How-to: Database Design: 1st, 2nd and 3rd normal form

In a relational database you can design separate tables and columns to hold sets of related data.

This is vaguely similar to a spreadsheet with multiple tabs holding different data but with three key extra benefits:

  1. You can strictly define the type of data to be stored in each place (Numbers or dates or text etc)
  2. Dates and numbers can be restricted to sensible values - Date_of_Birth must be in the past, Zip_code must be 20 characters or less etc.
  3. You can define exactly how the tables are linked (related) to one another.

It has been shown; in a series of systematic field audits and lab experiments; that around 88% of all spreadsheets contain errors (Raymond R. Panko, University of Hawai’i, 1998, Revised 2008)
Moving data into a structured relational database can prevent many of these errors.

First Normal Form

The  First Normal Form states that all column values must be atomic (singular)
So the value for one column (in a record) must contain a single value, not a list of items or a coded value that has more than one meaning

For example an order_type of 'A' meaning Overseas+ Airmail, then order_type of 'B' meaning Overseas+ Ship by boat would fail to meet First Normal Form. Changing to separate columns will fix this and allow for the case of Airmail within the same country.

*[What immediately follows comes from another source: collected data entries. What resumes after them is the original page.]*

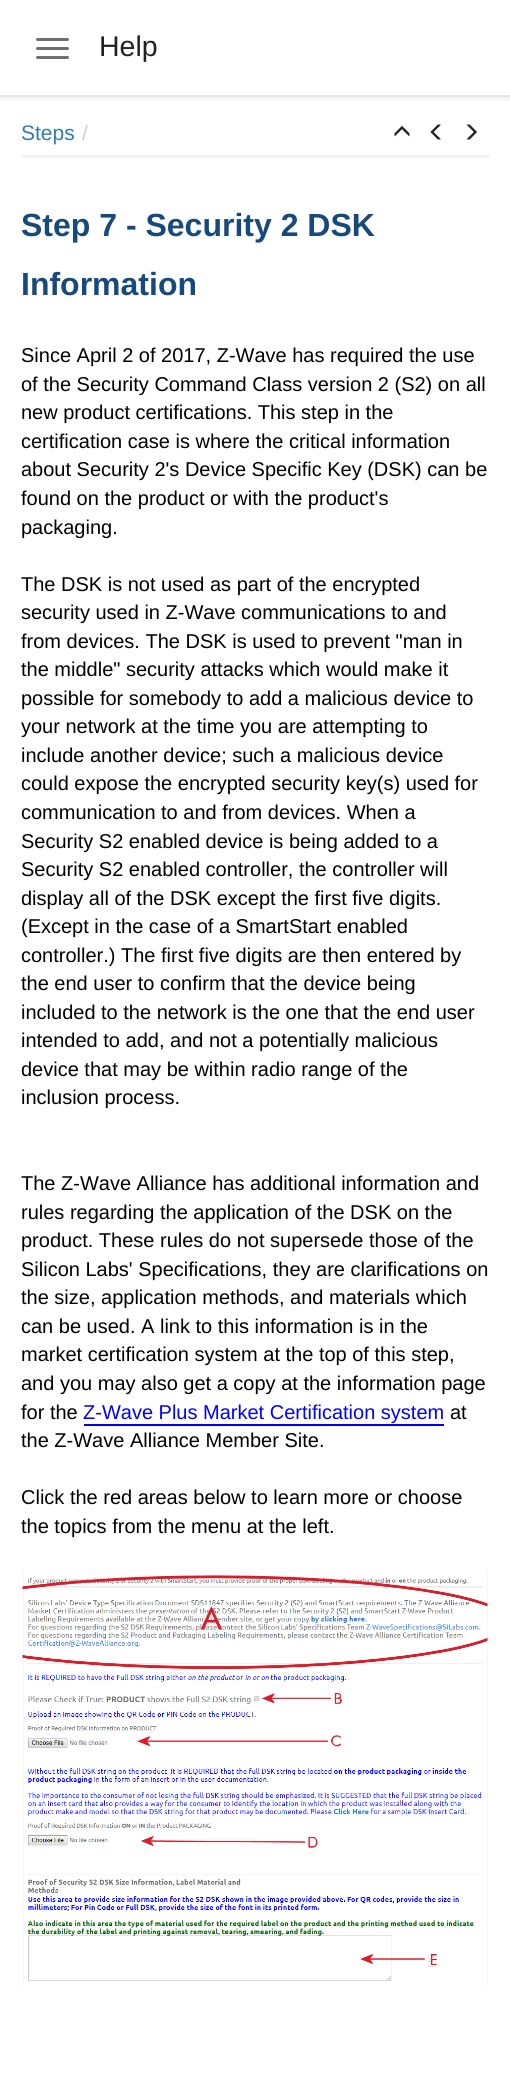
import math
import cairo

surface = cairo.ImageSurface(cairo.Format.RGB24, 510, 2077)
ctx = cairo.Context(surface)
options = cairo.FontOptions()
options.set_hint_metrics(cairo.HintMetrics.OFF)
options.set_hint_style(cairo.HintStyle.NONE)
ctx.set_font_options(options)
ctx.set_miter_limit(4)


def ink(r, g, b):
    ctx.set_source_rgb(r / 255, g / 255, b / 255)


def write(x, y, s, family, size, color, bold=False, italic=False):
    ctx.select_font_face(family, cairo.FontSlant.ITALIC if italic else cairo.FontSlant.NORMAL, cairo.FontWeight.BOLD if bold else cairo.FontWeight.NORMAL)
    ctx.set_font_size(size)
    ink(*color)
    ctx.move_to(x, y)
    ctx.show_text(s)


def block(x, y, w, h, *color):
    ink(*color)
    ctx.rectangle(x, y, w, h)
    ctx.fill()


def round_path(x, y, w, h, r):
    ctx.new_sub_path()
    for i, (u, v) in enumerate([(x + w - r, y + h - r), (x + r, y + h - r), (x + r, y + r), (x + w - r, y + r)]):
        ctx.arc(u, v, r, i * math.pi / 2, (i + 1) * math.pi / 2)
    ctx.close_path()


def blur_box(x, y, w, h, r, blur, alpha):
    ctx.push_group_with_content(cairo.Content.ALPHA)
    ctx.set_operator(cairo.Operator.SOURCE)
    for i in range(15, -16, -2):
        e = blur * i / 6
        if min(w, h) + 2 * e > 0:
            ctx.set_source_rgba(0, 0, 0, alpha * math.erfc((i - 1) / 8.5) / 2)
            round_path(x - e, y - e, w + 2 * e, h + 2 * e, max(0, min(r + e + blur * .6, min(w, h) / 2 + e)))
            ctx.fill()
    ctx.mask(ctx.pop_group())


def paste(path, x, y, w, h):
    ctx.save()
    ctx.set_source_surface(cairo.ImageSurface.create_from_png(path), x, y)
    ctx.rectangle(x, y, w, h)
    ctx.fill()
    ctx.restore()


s1 = dict(family="Liberation Sans", size=28.5, color=(34, 34, 34))
s2 = dict(family="Liberation Sans", size=21, color=(51, 122, 183))
s3 = dict(family="Liberation Sans", size=21, color=(204, 204, 204))
s4 = dict(family="Liberation Sans", size=32, color=(23, 74, 124), bold=True)
s5 = dict(family="Liberation Sans", size=20, color=(0, 0, 0))
s6 = dict(family="Liberation Sans", size=20, color=(0, 0, 255))

ink(255, 255, 255)
ctx.paint()
ctx.save()
ctx.rectangle(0, 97, 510, 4)
ctx.clip()
ink(0, 0, 0)
blur_box(0, 2, 510, 96, 0, 4, 0.1)
ctx.restore()
block(0, 95, 510, 2, 230, 230, 230)
ink(111, 111, 111)
round_path(36, 38, 33, 3, 1.5)
ctx.fill()
round_path(36, 47, 33, 3, 1.5)
ctx.fill()
round_path(36, 56, 33, 3, 1.5)
ctx.fill()
write(99, 56, "Help", **s1)
block(21, 155, 468, 3, 242, 242, 242)
write(21, 140, "Steps", **s2)
write(82, 140, "/", **s3)
paste("pic1.png", 394, 126, 16, 11)
paste("pic2.png", 430, 124, 11, 16)
paste("pic3.png", 466, 124, 11, 16)
write(21, 236, "Step 7 - Security 2 DSK", **s4)
write(21, 295, "Information", **s4)
write(21, 362, "Since April 2 of 2017, Z-Wave has required the use", **s5)
write(21, 391, "of the Security Command Class version 2 (S2) on all", **s5)
write(21, 419, "new product certifications. This step in the", **s5)
write(21, 448, "certification case is where the critical information", **s5)
write(21, 476, "about Security 2's Device Specific Key (DSK) can be", **s5)
write(21, 505, "found on the product or with the product's", **s5)
write(21, 534, "packaging.", **s5)
write(21, 591, "The DSK is not used as part of the encrypted", **s5)
write(21, 619, "security used in Z-Wave communications to and", **s5)
write(21, 648, "from devices. The DSK is used to prevent \"man in", **s5)
write(21, 676, "the middle\" security attacks which would make it", **s5)
write(21, 705, "possible for somebody to add a malicious device to", **s5)
write(21, 733, "your network at the time you are attempting to", **s5)
write(21, 762, "include another device; such a malicious device", **s5)
write(21, 790, "could expose the encrypted security key(s) used for", **s5)
write(21, 819, "communication to and from devices. When a", **s5)
write(21, 848, "Security S2 enabled device is being added to a", **s5)
write(21, 876, "Security S2 enabled controller, the controller will", **s5)
write(21, 905, "display all of the DSK except the first five digits.", **s5)
write(21, 933, "(Except in the case of a SmartStart enabled", **s5)
write(21, 962, "controller.) The first five digits are then entered by", **s5)
write(21, 990, "the end user to confirm that the device being", **s5)
write(21, 1019, "included to the network is the one that the end user", **s5)
write(21, 1047, "intended to add, and not a potentially malicious", **s5)
write(21, 1076, "device that may be within radio range of the", **s5)
write(21, 1104, "inclusion process.", **s5)
write(21, 1190, "The Z-Wave Alliance has additional information and", **s5)
write(21, 1219, "rules regarding the application of the DSK on the", **s5)
write(21, 1247, "product. These rules do not supersede those of the", **s5)
write(21, 1276, "Silicon Labs' Specifications, they are clarifications on", **s5)
write(21, 1304, "the size, application methods, and materials which", **s5)
write(21, 1333, "can be used. A link to this information is in the", **s5)
write(21, 1361, "market certification system at the top of this step,", **s5)
write(21, 1390, "and you may also get a copy at the information page", **s5)
write(21, 1419, "for the", **s5)
write(83, 1419, "Z-Wave Plus Market Certification system", **s6)
block(84, 1424, 360, 2, 0, 0, 255)
write(450, 1419, "at", **s5)
write(21, 1447, "the Z-Wave Alliance Member Site.", **s5)
write(21, 1504, "Click the red areas below to learn more or choose", **s5)
write(21, 1533, "the topics from the menu at the left.", **s5)
paste("pic4.png", 22, 1570, 466, 416)
surface.write_to_png("screenshot.png")
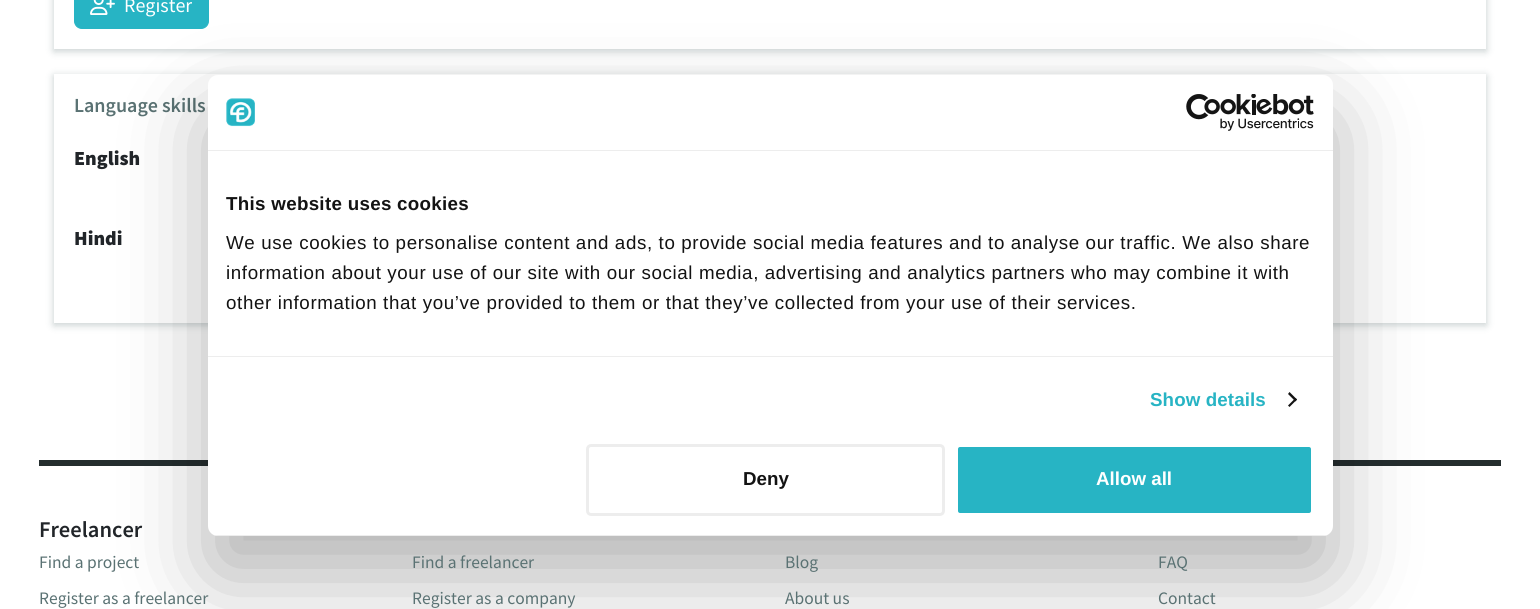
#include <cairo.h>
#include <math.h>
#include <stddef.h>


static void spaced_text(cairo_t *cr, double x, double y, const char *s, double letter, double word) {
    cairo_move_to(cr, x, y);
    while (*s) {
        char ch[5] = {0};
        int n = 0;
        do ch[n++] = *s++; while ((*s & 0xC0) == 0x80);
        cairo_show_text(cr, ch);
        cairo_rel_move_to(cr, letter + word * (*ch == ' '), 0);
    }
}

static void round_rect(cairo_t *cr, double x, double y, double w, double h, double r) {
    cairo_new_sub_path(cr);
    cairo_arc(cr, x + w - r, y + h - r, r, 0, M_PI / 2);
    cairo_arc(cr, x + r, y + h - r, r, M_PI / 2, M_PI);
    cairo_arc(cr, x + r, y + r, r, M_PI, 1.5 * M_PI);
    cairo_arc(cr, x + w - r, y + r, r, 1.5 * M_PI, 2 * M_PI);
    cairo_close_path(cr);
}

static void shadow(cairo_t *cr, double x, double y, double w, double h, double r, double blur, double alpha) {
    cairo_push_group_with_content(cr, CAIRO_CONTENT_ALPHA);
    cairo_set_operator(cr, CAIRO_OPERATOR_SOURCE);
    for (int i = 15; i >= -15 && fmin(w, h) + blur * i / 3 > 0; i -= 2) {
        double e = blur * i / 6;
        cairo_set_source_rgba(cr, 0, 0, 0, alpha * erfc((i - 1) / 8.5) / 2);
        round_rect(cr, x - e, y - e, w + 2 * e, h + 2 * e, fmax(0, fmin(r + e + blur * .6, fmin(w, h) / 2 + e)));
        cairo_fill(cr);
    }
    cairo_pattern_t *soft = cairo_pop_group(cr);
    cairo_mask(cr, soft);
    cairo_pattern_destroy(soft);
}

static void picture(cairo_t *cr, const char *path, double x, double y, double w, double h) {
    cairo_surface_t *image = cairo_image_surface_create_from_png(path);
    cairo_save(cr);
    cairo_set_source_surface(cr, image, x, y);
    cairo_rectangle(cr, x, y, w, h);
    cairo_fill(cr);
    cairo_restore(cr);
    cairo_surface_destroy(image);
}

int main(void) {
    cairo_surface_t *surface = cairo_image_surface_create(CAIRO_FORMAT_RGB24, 1540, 609);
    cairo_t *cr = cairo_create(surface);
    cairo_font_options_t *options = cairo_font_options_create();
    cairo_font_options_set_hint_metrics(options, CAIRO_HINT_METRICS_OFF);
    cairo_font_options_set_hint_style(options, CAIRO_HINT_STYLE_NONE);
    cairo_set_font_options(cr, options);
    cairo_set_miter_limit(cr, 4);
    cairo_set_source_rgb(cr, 1, 1, 1);
    cairo_paint(cr);
    cairo_set_source_rgb(cr, 0.353, 0.447, 0.451);
    shadow(cr, 54, -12, 1432, 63, 0, 4, 0.35);
    cairo_set_source_rgb(cr, 1, 1, 1);
    cairo_rectangle(cr, 54, 0, 1432, 49);
    cairo_fill(cr);
    cairo_set_source_rgb(cr, 0.153, 0.706, 0.769);
    round_rect(cr, 74.5, -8.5, 134, 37, 7.5);
    cairo_fill_preserve(cr);
    cairo_set_line_width(cr, 1);
    cairo_stroke(cr);
    picture(cr, "img1.png", 90, 0, 25, 15);
    cairo_select_font_face(cr, "Source Sans Pro", CAIRO_FONT_SLANT_NORMAL, CAIRO_FONT_WEIGHT_NORMAL);
    cairo_set_font_size(cr, 20);
    cairo_set_source_rgb(cr, 1, 1, 1);
    cairo_move_to(cr, 124, 12);
    cairo_show_text(cr, "Register");
    cairo_set_source_rgb(cr, 0.353, 0.447, 0.451);
    shadow(cr, 54, 76, 1432, 249, 0, 4, 0.35);
    cairo_set_source_rgb(cr, 1, 1, 1);
    cairo_rectangle(cr, 54, 74, 1432, 249);
    cairo_fill(cr);
    cairo_select_font_face(cr, "Source Sans Pro SemiBold", CAIRO_FONT_SLANT_NORMAL, CAIRO_FONT_WEIGHT_NORMAL);
    cairo_set_source_rgb(cr, 0.353, 0.447, 0.451);
    cairo_move_to(cr, 74, 112);
    cairo_show_text(cr, "Language skills");
    cairo_select_font_face(cr, "Source Sans Pro Black", CAIRO_FONT_SLANT_NORMAL, CAIRO_FONT_WEIGHT_NORMAL);
    cairo_set_source_rgb(cr, 0.129, 0.145, 0.161);
    cairo_move_to(cr, 74, 165);
    cairo_show_text(cr, "English");
    cairo_move_to(cr, 74, 245);
    cairo_show_text(cr, "Hindi");
    cairo_set_source_rgb(cr, 0.141, 0.176, 0.18);
    cairo_rectangle(cr, 39, 460, 1462, 6);
    cairo_fill(cr);
    cairo_set_source_rgb(cr, 0, 0, 0);
    shadow(cr, 208, 115, 1125, 461, 10, 42.5, 0.3);
    cairo_set_source_rgb(cr, 1, 1, 1);
    round_rect(cr, 208, 75, 1125, 461, 10);
    cairo_fill(cr);
    cairo_set_source_rgb(cr, 0.929, 0.929, 0.929);
    cairo_rectangle(cr, 208, 150, 1125, 1);
    cairo_fill(cr);
    picture(cr, "img2.png", 226, 98, 29, 29);
    picture(cr, "img3.png", 1186, 94, 128, 37);
    cairo_rectangle(cr, 208, 356, 1125, 1);
    cairo_fill(cr);
    cairo_select_font_face(cr, "Liberation Sans", CAIRO_FONT_SLANT_NORMAL, CAIRO_FONT_WEIGHT_BOLD);
    cairo_set_font_size(cr, 18.75);
    cairo_set_source_rgb(cr, 0.078, 0.078, 0.078);
    spaced_text(cr, 226, 210, "This website uses cookies", 0.3, 0);
    cairo_select_font_face(cr, "Liberation Sans", CAIRO_FONT_SLANT_NORMAL, CAIRO_FONT_WEIGHT_NORMAL);
    spaced_text(cr, 226, 249, "We use cookies to personalise content and ads, to provide social media features and to analyse our traffic. We also share", 0.62, 0);
    spaced_text(cr, 226, 279, "information about your use of our site with our social media, advertising and analytics partners who may combine it with", 0.62, 0);
    spaced_text(cr, 226, 309, "other information that you’ve provided to them or that they’ve collected from your use of their services.", 0.62, 0);
    cairo_select_font_face(cr, "Liberation Sans", CAIRO_FONT_SLANT_NORMAL, CAIRO_FONT_WEIGHT_BOLD);
    cairo_set_source_rgb(cr, 0.153, 0.706, 0.769);
    spaced_text(cr, 1150, 406, "Show details", 0.1, 0);
    cairo_set_source_rgb(cr, 0.078, 0.078, 0.078);
    cairo_new_path(cr);
    cairo_move_to(cr, 1289.5, 392);
    cairo_line_to(cr, 1297, 399.5);
    cairo_line_to(cr, 1295.5, 401.5);
    cairo_line_to(cr, 1288, 394);
    cairo_close_path(cr);
    cairo_fill(cr);
    cairo_new_path(cr);
    cairo_move_to(cr, 1295.5, 398);
    cairo_line_to(cr, 1297, 399.5);
    cairo_line_to(cr, 1289.5, 407);
    cairo_line_to(cr, 1288, 405.5);
    cairo_close_path(cr);
    cairo_fill(cr);
    cairo_save(cr);
    round_rect(cr, 208, 75, 1125, 461, 10);
    cairo_clip(cr);
    cairo_set_source_rgb(cr, 0.929, 0.929, 0.929);
    cairo_rectangle(cr, 208, 535, 1125, 1);
    cairo_fill(cr);
    cairo_restore(cr);
    round_rect(cr, 587.5, 445.5, 356, 69, 3.5);
    cairo_set_source_rgb(cr, 0.929, 0.929, 0.929);
    cairo_set_line_width(cr, 3);
    cairo_stroke(cr);
    cairo_set_source_rgb(cr, 0.078, 0.078, 0.078);
    cairo_move_to(cr, 743, 485);
    cairo_show_text(cr, "Deny");
    cairo_set_source_rgb(cr, 0.153, 0.706, 0.769);
    round_rect(cr, 956.5, 445.5, 356, 69, 3.5);
    cairo_fill_preserve(cr);
    cairo_set_source_rgb(cr, 1, 1, 1);
    cairo_stroke(cr);
    cairo_move_to(cr, 1096, 485);
    cairo_show_text(cr, "Allow all");
    cairo_select_font_face(cr, "Source Sans Pro SemiBold", CAIRO_FONT_SLANT_NORMAL, CAIRO_FONT_WEIGHT_NORMAL);
    cairo_set_font_size(cr, 22.5);
    cairo_set_source_rgb(cr, 0.129, 0.145, 0.161);
    cairo_move_to(cr, 39, 537);
    cairo_show_text(cr, "Freelancer");
    cairo_select_font_face(cr, "Source Sans Pro", CAIRO_FONT_SLANT_NORMAL, CAIRO_FONT_WEIGHT_NORMAL);
    cairo_set_font_size(cr, 17.5);
    cairo_set_source_rgb(cr, 0.353, 0.447, 0.451);
    cairo_move_to(cr, 39, 568);
    cairo_show_text(cr, "Find a project");
    cairo_move_to(cr, 39, 604);
    cairo_show_text(cr, "Register as a freelancer");
    cairo_move_to(cr, 412, 568);
    cairo_show_text(cr, "Find a freelancer");
    cairo_move_to(cr, 412, 604);
    cairo_show_text(cr, "Register as a company");
    cairo_move_to(cr, 785, 568);
    cairo_show_text(cr, "Blog");
    cairo_move_to(cr, 785, 604);
    cairo_show_text(cr, "About us");
    cairo_move_to(cr, 1158, 568);
    cairo_show_text(cr, "FAQ");
    cairo_move_to(cr, 1158, 604);
    cairo_show_text(cr, "Contact");
    cairo_surface_write_to_png(surface, "page.png");
    cairo_font_options_destroy(options);
    cairo_destroy(cr);
    cairo_surface_destroy(surface);
    return 0;
}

First Normal Form also prohibits the presence of repeating groups even if they are stored in composite columns.
This means that a table for sales Orders containing the columns:
Order_No, budget_holder_name, Item1_description, Item2Description, Item3Description
would fail to meet First Normal Form, even though the descriptions are in separate columns.

Changing the design so that every item gets it's own row in the table means that we can have any number of items from 1 upwards, the table columns then become:
Order_No, Item_no, budget_holder_name, Description
with a primary key of Order_No + Item_no (concatenated) this is a valid First Normal Form table.

Second Normal Form

The  Second Normal Form implies that a tableis in First Normal Form and every non-key column is fully dependent on the entire primary key. In plain language the table should contain data relating to one 'thing' and the primary key will uniquely identify each 'thing'.

In the example above the budget_holder_name field is not fully dependent on the entire primary key, in the vast majority of cases the same member of staff would be the budget holder for all the items in each order. If a different budget holder was somehow entered for different items in the same order then it would be unclear which budget holder should actually approve the order.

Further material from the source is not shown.